Deeep breath and.......I have a ~8 year-old York Diamond 90 furnace which will not heat.  The ventilator fan starts and runs, but after a few seconds the ignition module (White Rodgers 50A55-843 Universal) shows that the draft pressure switch is still open.  It is the two-wire, two-tube type, Tridelta (manuf.) p/n PPS10129-2764 or York p/n 024-27638-000.  I took the positive pressure tubing off and blew into it; the switch will activate with very little pressure (nameplate is 1" w.c. ).  If I do this during startup, the ignitor will glow after 30 seconds, so at least the microswitch is good.  The ignition module's timer is set at 30 sec.  INcidentally, I can see the pressure switch's diaphram move about half-travel, so it's trying to get there, but either the bellows has gone stiff, or there's some leak somewhere.

So, not being able to easily test the pressure switch, I took off the fan and inspected it.  I've replaced this fan about two years ago when I found the rotor locked-up at the beginning of the heat season.  This year, I squirted WD40 on the end shaft about a month ago hoping to avert this problem.  So the motor turns fine.  Also, I checked the negative pressure port which is tubed to the neg. port of the pressure switch.  It's not blocked.  Nor are any other tube fittings on other ends of the tubing runs, including up to the gas valve.

I looked online and could find a 0.9" w.c. switch which seems to be identical, if not for the setpoint difference.  I feel that this 10% difference will not have any detrimental effects.  Shoot, if a small handful of leaves gets in the vent, there goes 0.1" drop.  But when I asked for opinions on another DIY site about this, I was pummeled into submission; they said don't do it.  I still don't see a major problem with that slightly lower setpoint, but nontheless gave up that idea.

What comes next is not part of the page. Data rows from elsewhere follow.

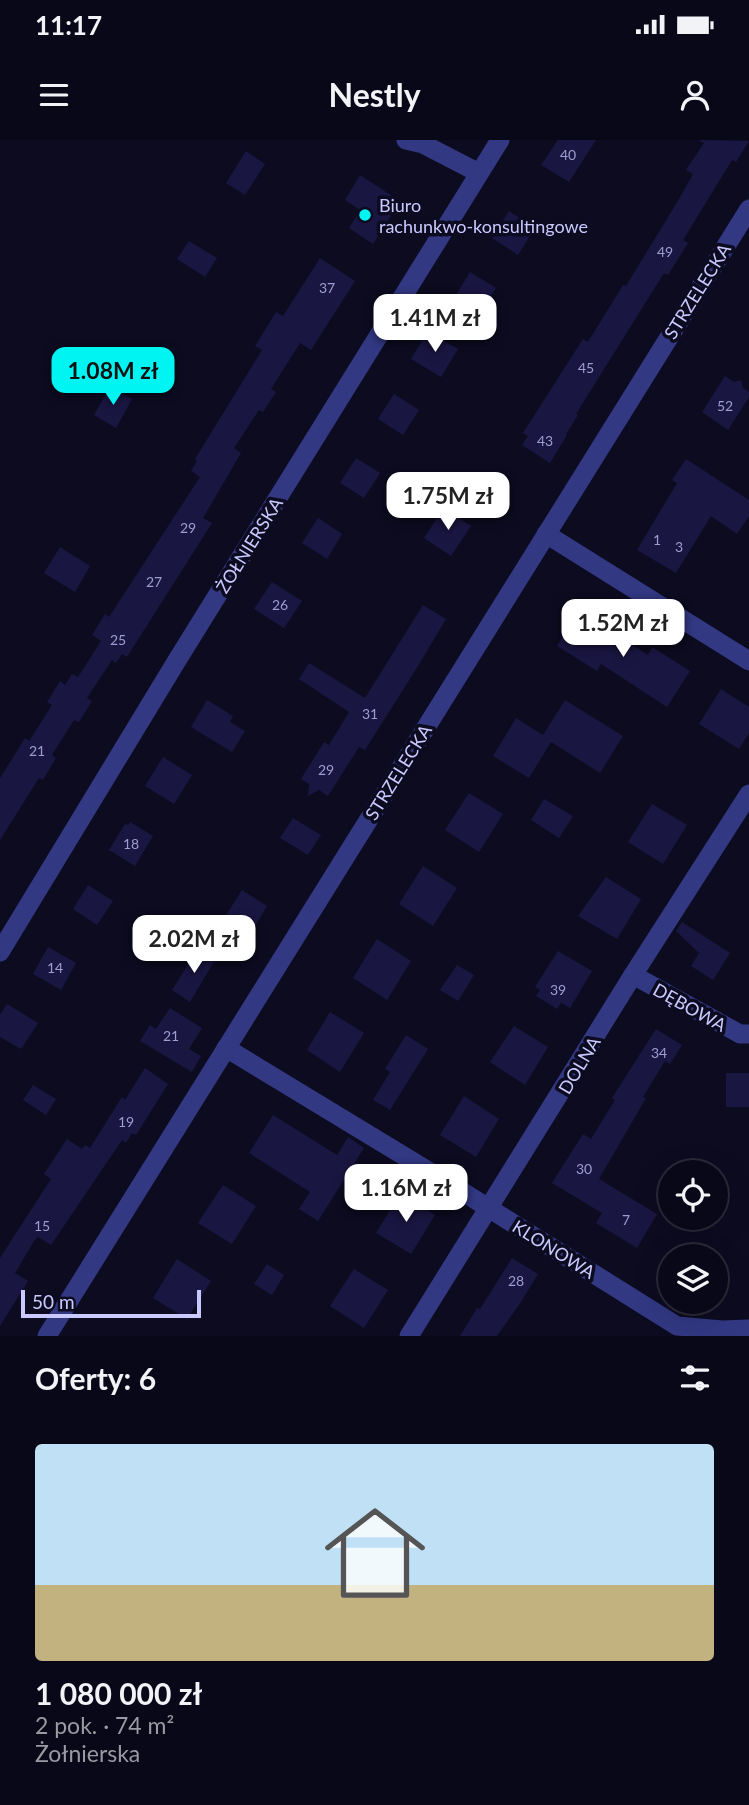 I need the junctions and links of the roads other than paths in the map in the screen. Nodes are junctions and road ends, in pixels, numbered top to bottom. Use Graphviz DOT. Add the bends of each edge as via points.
graph roads {
  1 [pos="406,140"];
  2 [pos="500,140"];
  3 [pos="480,173"];
  4 [pos="749,209"];
  5 [pos="546,534"];
  6 [pos="749,661"];
  7 [pos="749,794"];
  8 [pos="0,952"];
  9 [pos="633,975"];
  10 [pos="749,1034"];
  11 [pos="226,1048"];
  12 [pos="489,1209"];
  13 [pos="749,1329"];
  14 [pos="674,1331"];
  15 [pos="47,1336"];
  16 [pos="409,1336"];
  1 -- 3 [label="street"];
  2 -- 3 [label="street, ŻOŁNIERSKA"];
  3 -- 8 [label="street, ŻOŁNIERSKA"];
  4 -- 5 [label="street, STRZELECKA"];
  5 -- 6 [label="street"];
  5 -- 11 [label="street, STRZELECKA"];
  7 -- 9 [label="street, DOLNA"];
  9 -- 10 [label="street, DĘBOWA" via="740,1034"];
  9 -- 12 [label="street, DOLNA"];
  11 -- 12 [label="street, KLONOWA"];
  11 -- 15 [label="street, STRZELECKA"];
  12 -- 14 [label="street, KLONOWA"];
  12 -- 16 [label="street, DOLNA"];
  13 -- 14 [label="street, KLONOWA"];
}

I tested the delta-P across the switch with a piece of tubing, two tee-pieces, to create a manometer.  When running the ventor fan, the differential pressure was 'right at' 1 inch of water.  So I bought a new switch.  That didn't solve the problem; the ignition control module still reported that the pressure switch was open.  So now I'm going to test the ventor motor run capacitor and also put the shop-vac to the condensation drain line - I believe it's clogged because there's water in the corners of all horizontal sheetmetal, and they're rusting even though it's galvanized.

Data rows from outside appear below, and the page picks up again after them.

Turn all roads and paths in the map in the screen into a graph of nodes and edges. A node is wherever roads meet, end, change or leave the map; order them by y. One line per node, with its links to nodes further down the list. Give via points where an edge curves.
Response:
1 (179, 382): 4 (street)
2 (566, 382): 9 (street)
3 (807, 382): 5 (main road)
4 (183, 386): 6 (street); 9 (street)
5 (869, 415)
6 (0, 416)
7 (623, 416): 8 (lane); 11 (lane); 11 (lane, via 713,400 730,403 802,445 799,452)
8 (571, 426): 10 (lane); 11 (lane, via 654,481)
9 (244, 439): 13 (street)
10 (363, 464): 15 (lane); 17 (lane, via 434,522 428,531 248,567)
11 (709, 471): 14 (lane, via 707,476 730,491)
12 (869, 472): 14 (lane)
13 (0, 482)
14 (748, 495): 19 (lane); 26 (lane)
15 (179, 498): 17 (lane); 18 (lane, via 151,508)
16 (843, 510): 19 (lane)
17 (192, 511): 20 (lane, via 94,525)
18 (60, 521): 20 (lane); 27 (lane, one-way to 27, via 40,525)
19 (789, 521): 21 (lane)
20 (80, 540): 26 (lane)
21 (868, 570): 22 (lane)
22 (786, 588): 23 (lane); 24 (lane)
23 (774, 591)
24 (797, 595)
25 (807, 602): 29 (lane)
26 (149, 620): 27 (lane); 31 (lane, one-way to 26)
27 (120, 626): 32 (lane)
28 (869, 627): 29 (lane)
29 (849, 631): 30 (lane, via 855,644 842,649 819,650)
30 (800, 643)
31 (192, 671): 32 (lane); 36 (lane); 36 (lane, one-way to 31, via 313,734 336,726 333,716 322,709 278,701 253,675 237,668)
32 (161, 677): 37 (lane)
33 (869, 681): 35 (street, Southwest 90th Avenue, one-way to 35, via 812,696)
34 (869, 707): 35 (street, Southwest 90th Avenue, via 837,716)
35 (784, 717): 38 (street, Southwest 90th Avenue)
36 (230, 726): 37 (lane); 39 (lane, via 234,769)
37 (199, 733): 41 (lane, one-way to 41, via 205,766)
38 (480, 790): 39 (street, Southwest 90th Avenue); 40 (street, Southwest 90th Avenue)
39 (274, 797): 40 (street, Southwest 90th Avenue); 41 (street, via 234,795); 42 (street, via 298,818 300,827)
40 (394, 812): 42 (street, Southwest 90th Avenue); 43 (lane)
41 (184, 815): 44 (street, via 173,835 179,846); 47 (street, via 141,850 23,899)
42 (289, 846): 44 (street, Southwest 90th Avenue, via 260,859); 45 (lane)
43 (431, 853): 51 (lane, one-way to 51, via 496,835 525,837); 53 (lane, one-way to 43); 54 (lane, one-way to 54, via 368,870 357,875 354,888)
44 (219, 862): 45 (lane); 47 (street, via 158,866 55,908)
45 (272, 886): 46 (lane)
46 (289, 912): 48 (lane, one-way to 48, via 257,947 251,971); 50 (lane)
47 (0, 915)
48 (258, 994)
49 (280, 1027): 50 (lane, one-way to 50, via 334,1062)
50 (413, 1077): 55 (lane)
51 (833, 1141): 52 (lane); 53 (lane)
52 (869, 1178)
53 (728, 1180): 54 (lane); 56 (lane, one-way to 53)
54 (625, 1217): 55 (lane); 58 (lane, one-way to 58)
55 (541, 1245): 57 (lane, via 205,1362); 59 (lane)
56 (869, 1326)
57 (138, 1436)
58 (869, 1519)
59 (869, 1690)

Last night I vacuumed the condensate line out and man, out came some junk and quite a bit of water. That probably explains the water leak inside the furnace. I tried to start again after that cleanout, still the flashing LED indicating a stuck pressure switch. So now, I'm going to remove the condensate pan so I can see if the water did any other damage or if the airway is leaking somewhere preventing the ventor from providing 1" pressure drop. I see what appears to be a pressure test port on the pan access panel. If that's it's function, does anyone know what the pressure should be?

Many thanks in advance for ANY advice!!


----------



## glennjanie (Oct 27, 2007)

Welcome Always....
The static pressure difference is such a low number I would have to agree-with the others on not trying to vary it in any way. Also WD-40 is  a silicone lubricant and should not be used on any electric moror; it will burn it up. Quick! get some lightweight oil for the motor. HVAC-R supply houses sell an oil with a long snout for tight places or 3-in-1 or similar oils will work. 
Is the impeller on the induction fan motor clean and not worn down any. That and the strength of the motor are critical. You may also want to spray the pressure switch with a special electronic cleaner to be sure it is free. Please post back and let us know how it works out for you.
Glenn


----------